Why Mentorship Matters: A Roundtable

  • The Rifkind Center at City College (map)
  • Google Calendar ICS

Mentorship continues to loom large in stories about women's work and personal lives- sometimes for the better, but often for the worse. If mentors can nurture and support, they can also bitterly disappoint, reproducing the hardships they once suffered and reinforcing the same old hierarchies and inequities. The stories gathered in Feminists Reclaim Mentorship: An Anthology challenge our fundamental assumptions about mentorship illuminating the obstacles that make it difficult to connect meaningfully and ethically while reimagining the possibilities for reciprocity.

PANELISTS

Melissa Coss Aquino is Associate Professor of English at Bronx Community College, CUNY, and author of the forthcoming novel, Carmen and Grace, from Willam Morrow/HarperCollins, April 2023.

Sharifa Hampton is a PhD student in English Literature at CUNY's The Graduate Center. She teaches in the Black and Latino Studies Department at Baruch College, and also works as a Diversity Consultant.

Michelle Yasmine Valladares is a South Asian American poet, educator and an independent filmmaker. Sheteaches at the City College of New York and directs their MFA program in creative wriung

Angela Veronica Wong is an educator, writer, and artist living in New York City.

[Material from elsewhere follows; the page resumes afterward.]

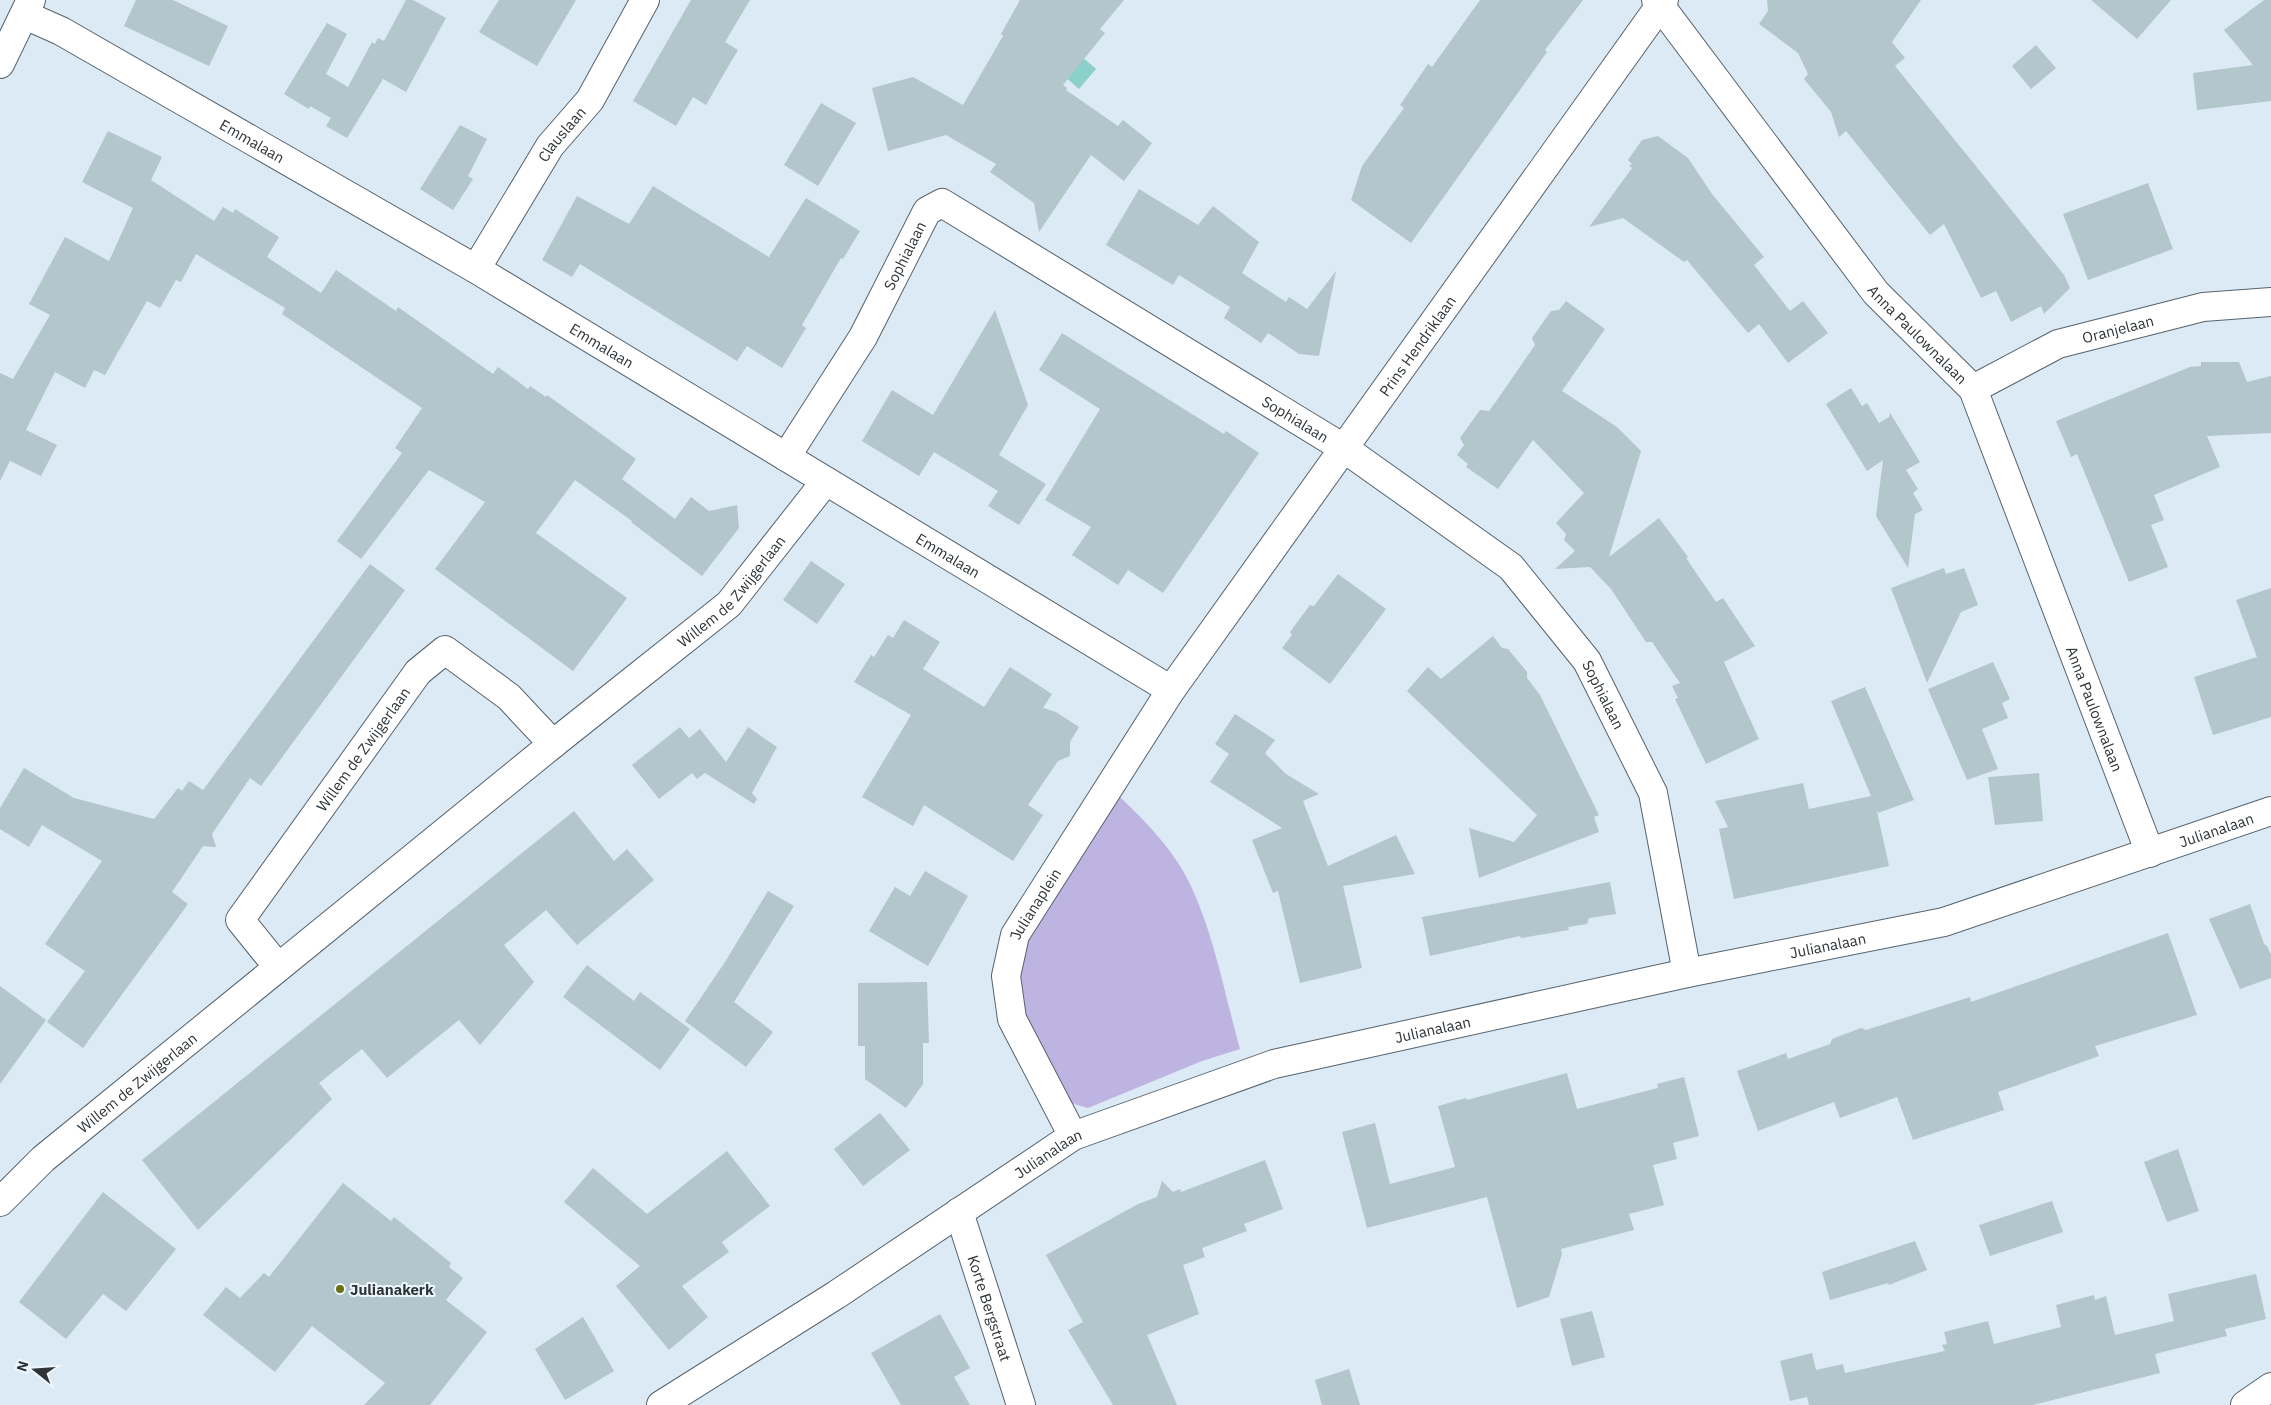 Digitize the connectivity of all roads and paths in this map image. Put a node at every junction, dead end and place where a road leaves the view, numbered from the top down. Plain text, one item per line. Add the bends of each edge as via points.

She is the author of two books of poetry, including Elsa: An Unauthorized Autobiography.

Nancy K. Miller is Distinguished Professor of English and Comparative Literature at The Graduate Center at CUNY.

Tahneer Oksman is Associate Professor in the Department of Writing, Literature, and Language, and the Department of Communication and Media Arts at Marymount Manhattan College.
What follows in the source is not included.